» **The problem**
What is needed is an exact printout of all the data.

(Dataset entries)
⟨
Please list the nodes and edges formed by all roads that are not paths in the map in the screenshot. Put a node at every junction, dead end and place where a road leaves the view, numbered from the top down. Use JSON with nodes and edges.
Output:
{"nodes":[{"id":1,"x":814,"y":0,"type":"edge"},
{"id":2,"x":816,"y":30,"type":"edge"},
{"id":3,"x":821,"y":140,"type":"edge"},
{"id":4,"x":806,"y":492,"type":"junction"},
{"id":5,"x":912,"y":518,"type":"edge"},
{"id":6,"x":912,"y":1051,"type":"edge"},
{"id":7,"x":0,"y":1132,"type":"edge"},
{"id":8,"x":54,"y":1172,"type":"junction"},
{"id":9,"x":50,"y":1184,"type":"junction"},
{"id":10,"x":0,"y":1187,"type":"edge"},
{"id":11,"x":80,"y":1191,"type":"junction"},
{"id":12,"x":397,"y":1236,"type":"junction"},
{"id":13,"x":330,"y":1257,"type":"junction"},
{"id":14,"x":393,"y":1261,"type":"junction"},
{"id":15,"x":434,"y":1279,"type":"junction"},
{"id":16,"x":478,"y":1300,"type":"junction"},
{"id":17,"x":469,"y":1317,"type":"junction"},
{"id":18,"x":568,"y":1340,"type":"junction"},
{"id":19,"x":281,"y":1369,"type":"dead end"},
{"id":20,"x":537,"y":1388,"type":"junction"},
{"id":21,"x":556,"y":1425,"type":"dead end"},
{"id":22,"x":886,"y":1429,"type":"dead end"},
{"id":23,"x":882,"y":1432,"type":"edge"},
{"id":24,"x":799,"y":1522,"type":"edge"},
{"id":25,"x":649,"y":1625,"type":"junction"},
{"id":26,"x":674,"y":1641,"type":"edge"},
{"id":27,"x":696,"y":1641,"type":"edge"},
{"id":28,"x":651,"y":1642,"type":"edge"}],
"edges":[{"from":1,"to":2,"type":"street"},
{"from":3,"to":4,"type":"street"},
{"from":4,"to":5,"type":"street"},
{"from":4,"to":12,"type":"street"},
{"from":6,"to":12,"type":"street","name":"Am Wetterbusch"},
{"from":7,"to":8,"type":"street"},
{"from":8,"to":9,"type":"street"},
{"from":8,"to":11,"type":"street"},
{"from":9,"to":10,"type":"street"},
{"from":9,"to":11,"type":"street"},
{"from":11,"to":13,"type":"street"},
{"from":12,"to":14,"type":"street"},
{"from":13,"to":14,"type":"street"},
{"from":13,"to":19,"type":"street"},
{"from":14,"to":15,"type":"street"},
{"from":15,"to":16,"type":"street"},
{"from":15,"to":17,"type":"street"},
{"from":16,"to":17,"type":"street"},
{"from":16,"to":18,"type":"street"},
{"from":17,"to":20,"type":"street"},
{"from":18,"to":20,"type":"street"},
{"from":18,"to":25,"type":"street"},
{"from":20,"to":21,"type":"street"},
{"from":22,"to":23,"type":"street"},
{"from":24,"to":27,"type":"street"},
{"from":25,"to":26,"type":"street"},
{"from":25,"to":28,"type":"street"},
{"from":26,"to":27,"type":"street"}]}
⟩
» **Answer to the exercise**
Please list the nodes and edges formed by all roads that are not paths in the map in the screenshot. Put a node at every junction, dead end and place where a road leaves the view, numbered from the top down. Use JSON with nodes and edges.
Output:
{"nodes":[{"id":1,"x":814,"y":0,"type":"edge"},
{"id":2,"x":816,"y":30,"type":"edge"},
{"id":3,"x":821,"y":140,"type":"edge"},
{"id":4,"x":806,"y":492,"type":"junction"},
{"id":5,"x":912,"y":518,"type":"edge"},
{"id":6,"x":912,"y":1051,"type":"edge"},
{"id":7,"x":0,"y":1132,"type":"edge"},
{"id":8,"x":54,"y":1172,"type":"junction"},
{"id":9,"x":50,"y":1184,"type":"junction"},
{"id":10,"x":0,"y":1187,"type":"edge"},
{"id":11,"x":80,"y":1191,"type":"junction"},
{"id":12,"x":397,"y":1236,"type":"junction"},
{"id":13,"x":330,"y":1257,"type":"junction"},
{"id":14,"x":393,"y":1261,"type":"junction"},
{"id":15,"x":434,"y":1279,"type":"junction"},
{"id":16,"x":478,"y":1300,"type":"junction"},
{"id":17,"x":469,"y":1317,"type":"junction"},
{"id":18,"x":568,"y":1340,"type":"junction"},
{"id":19,"x":281,"y":1369,"type":"dead end"},
{"id":20,"x":537,"y":1388,"type":"junction"},
{"id":21,"x":556,"y":1425,"type":"dead end"},
{"id":22,"x":886,"y":1429,"type":"dead end"},
{"id":23,"x":882,"y":1432,"type":"edge"},
{"id":24,"x":799,"y":1522,"type":"edge"},
{"id":25,"x":649,"y":1625,"type":"junction"},
{"id":26,"x":674,"y":1641,"type":"edge"},
{"id":27,"x":696,"y":1641,"type":"edge"},
{"id":28,"x":651,"y":1642,"type":"edge"}],
"edges":[{"from":1,"to":2,"type":"street"},
{"from":3,"to":4,"type":"street"},
{"from":4,"to":5,"type":"street"},
{"from":4,"to":12,"type":"street"},
{"from":6,"to":12,"type":"street","name":"Am Wetterbusch"},
{"from":7,"to":8,"type":"street"},
{"from":8,"to":9,"type":"street"},
{"from":8,"to":11,"type":"street"},
{"from":9,"to":10,"type":"street"},
{"from":9,"to":11,"type":"street"},
{"from":11,"to":13,"type":"street"},
{"from":12,"to":14,"type":"street"},
{"from":13,"to":14,"type":"street"},
{"from":13,"to":19,"type":"street"},
{"from":14,"to":15,"type":"street"},
{"from":15,"to":16,"type":"street"},
{"from":15,"to":17,"type":"street"},
{"from":16,"to":17,"type":"street"},
{"from":16,"to":18,"type":"street"},
{"from":17,"to":20,"type":"street"},
{"from":18,"to":20,"type":"street"},
{"from":18,"to":25,"type":"street"},
{"from":20,"to":21,"type":"street"},
{"from":22,"to":23,"type":"street"},
{"from":24,"to":27,"type":"street"},
{"from":25,"to":26,"type":"street"},
{"from":25,"to":28,"type":"street"},
{"from":26,"to":27,"type":"street"}]}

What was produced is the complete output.